Post optimization needed after deleting rows in a MYSQL Database

7.1k views Asked by At

I have a log table that is currently 10GB. It has a lot of data for the past 2 years, and I really feel at this point I don't need so much in there. Am I wrong to assume it is not good to have years of data in a table (a smaller table is better)?

My tables all have an engine of MYISAM.

I would like to delete all data of 2014 and 2015, and soon i'll do 2016, but i'm concerned about after I run the DELETE statement, what exactly will happen. I understand because it's ISAM there is a lock that will occur where no writing can take place? I would probably delete data by the month, and do it late at night, to minimize this as it's a production DB.

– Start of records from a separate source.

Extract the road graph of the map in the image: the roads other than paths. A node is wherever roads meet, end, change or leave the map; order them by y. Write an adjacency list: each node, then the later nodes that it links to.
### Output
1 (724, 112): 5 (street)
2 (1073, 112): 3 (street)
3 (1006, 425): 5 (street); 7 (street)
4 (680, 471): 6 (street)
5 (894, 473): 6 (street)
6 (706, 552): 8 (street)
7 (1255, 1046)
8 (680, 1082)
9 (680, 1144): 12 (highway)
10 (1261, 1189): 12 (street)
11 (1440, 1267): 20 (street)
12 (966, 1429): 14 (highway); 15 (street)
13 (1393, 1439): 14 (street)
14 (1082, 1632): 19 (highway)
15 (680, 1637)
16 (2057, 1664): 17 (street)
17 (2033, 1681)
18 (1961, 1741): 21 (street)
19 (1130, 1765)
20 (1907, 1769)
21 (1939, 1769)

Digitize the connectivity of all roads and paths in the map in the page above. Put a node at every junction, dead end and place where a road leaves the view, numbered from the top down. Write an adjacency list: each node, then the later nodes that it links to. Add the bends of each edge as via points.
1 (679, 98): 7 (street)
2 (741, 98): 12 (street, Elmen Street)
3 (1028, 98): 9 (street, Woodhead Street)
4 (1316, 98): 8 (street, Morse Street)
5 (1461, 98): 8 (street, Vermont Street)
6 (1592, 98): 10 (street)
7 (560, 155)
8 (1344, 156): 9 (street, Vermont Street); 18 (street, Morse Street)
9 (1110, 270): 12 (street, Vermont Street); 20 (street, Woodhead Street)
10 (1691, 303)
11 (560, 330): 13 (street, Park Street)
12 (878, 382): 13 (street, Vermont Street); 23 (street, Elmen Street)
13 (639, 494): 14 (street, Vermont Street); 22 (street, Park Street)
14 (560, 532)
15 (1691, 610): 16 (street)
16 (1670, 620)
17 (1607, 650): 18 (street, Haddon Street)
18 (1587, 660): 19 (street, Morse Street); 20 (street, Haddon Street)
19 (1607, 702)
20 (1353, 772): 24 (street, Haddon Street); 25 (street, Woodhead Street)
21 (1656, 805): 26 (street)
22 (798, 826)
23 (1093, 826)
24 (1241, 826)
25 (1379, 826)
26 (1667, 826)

My prime interest, specifically, is this: should I take some sort of action after this deletion? Do I need to manually tell MYSQL to do anything to my table, or is MYSQL going to do all the housekeeping itself, reclaiming everything, reindexing, and ultimately optimizing my table after the 400,000k records I'll be deleting.

Thanks everyone!

2

There are 2 answers

4
Rick James On BEST ANSWER

Plan A: Use a time-series PARTITIONing of the table so that future deletions are 'instantaneous' because of DROP PARTITION. More discussion here . Partitioning only works if you will be deleting all rows older than X.

Plan B: To avoid lengthy locking, chunk the deletes. See here . This is optionally followed by an OPTIMIZE TABLE to reclaim space.

Plan C: Simply copy over what you want to keep, then abandon the rest. This is especially good if you need to preserve only a small proportion of the table.

CREATE TABLE new LIKE real;
INSERT INTO new
    SELECT * FROM real
        WHERE ... ;  -- just the newer rows;
RENAME TABLE real TO old, new TO real;   -- instantaneous and atomic
DROP TABLE old;    -- after verifying that all went well.

Note: The .MYD file contains the data; it will never shrink. Deletes will leave holes in it. Further inserts (and opdates) will use the holes in preference to growing the table. Plans A and C (but not B) will avoid the holes, and truly free up space.

0
zedfoxus On

Tim and e4c5 have given some good recommendations and I urge them to add their answers.

You can run OPTIMIZE TABLE after doing the deletes. Optimize table will help you with a few things (taken from the docs):

  • If the table has deleted or split rows, repair the table.
  • If the index pages are not sorted, sort them.
  • If the table's statistics are not up to date (and the repair could not be accomplished by sorting the index), update them.

According to the docs: http://dev.mysql.com/doc/refman/5.7/en/optimize-table.html

Use OPTIMIZE TABLE in these cases, depending on the type of table:

...

After deleting a large part of a MyISAM or ARCHIVE table, or making many changes to a MyISAM or ARCHIVE table with variable-length rows (tables that have VARCHAR, VARBINARY, BLOB, or TEXT columns). Deleted rows are maintained in a linked list and subsequent INSERT operations reuse old row positions. You can use OPTIMIZE TABLE to reclaim the unused space and to defragment the data file. After extensive changes to a table, this statement may also improve performance of statements that use the table, sometimes significantly.